Despite not being a particularly fitness-obsessed person, I’ve fallen for the fitness tracking trend. My main fitness tracker is a Jawbone UP24, but I also keep Moves iOS app turned on and occasionally use RunKeeper.
The hassle of keeping on top of all my fitness scores is why I was interested in trying out Nudge, which is currently raising a $1.3 million Series A round. The iOS and Android app serves as a dashboard, allowing you to keep your data from Fitbit, Strava, RunKeeper, Up by Jawbone, Map My Fitness, and Sleep As Android in one place. It also gives you places to track what you eat, how much water you drink, hours of sleep, and energy level.

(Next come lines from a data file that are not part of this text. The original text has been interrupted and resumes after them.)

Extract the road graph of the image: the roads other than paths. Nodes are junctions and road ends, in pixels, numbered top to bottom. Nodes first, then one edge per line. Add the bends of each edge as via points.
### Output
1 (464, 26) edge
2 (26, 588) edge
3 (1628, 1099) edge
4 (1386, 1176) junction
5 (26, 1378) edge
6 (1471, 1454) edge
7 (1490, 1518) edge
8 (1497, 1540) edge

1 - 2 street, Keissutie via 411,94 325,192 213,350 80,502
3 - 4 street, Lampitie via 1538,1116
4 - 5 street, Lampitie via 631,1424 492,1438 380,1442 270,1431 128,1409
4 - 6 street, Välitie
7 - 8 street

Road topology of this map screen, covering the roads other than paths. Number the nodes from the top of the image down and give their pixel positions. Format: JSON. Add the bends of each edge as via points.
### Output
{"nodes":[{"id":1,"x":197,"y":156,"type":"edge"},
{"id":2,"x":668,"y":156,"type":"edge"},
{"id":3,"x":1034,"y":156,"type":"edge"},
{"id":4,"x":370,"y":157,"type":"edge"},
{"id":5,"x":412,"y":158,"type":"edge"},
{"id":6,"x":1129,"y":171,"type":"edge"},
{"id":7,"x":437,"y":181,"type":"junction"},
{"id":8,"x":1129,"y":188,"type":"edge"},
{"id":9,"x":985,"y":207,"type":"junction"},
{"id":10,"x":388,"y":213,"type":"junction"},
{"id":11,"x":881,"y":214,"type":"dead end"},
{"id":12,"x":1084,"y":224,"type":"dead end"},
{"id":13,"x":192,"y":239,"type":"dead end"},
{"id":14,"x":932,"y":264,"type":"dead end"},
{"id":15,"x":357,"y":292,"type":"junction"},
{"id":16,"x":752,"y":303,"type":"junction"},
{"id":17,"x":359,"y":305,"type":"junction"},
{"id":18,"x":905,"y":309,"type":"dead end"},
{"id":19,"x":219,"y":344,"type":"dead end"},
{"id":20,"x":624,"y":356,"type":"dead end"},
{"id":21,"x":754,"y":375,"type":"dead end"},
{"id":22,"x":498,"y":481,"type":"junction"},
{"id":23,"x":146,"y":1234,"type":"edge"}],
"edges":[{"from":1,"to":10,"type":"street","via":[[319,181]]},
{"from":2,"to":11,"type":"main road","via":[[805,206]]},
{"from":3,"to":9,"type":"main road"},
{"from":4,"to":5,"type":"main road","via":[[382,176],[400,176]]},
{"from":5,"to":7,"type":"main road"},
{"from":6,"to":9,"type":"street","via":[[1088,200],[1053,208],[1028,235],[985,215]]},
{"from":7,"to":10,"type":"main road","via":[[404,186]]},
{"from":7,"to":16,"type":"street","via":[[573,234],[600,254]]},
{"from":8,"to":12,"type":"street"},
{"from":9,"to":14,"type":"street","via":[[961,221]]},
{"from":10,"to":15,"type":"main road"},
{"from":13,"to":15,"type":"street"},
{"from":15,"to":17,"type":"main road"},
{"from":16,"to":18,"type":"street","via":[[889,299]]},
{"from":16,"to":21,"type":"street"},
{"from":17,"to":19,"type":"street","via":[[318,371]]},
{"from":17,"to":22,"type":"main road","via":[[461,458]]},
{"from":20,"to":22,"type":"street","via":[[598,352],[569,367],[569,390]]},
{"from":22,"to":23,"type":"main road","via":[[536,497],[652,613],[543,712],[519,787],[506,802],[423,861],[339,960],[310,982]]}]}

Nudge then combines all these numbers into one score that it calls the Nudge Factor, which you can use to compete with other friends who have the app, no matter what wearables or fitness apps they use. Users who want additional motivation (or who don’t have friends who use Nudge) can join clubs in the app around topics like weight loss and stress management.
One of Nudge’s current drawbacks (and one that it plans to fix in upcoming updates) is that it doesn’t currently sync with passive and active tracking apps at the same time, which means I can’t see scores for both my Jawbone UP24 and Moves.
Nudge co-founder Mac Gambill explains that “Nudge can integrate with passive and active trackers (I use Fitbit and Runkeeper), but Moves is different as it actually classifies different types of activities. We will be launching an update this fall which will better handle data sync and include additional integrations.”
Nudge originated as a “corporate wellness product” at the beginning of 2013 before pivoting to “become like the Klout for healthy living,” its co-founders Gambill and Phil Beene told TechCrunch in an email.
“We realized that as the adoption for health tracking apps grew, several opportunities would arise. First, there would be a growing need to bring together lifestyle data into a silo from various apps,” Beene and Gambill said.
“Second, with so many options available, consumers would benefit from having someone play the role of curator in the market to help them pick the right trackers for their lifestyle. And third, that it would become increasingly difficult to input and compare data from different tracking apps or wearables on a common scale to see how they compare.”
In addition to metrics like a 30-day summary of their fitness activities, Nudge also gives users recommendations on what they can do to improve their score.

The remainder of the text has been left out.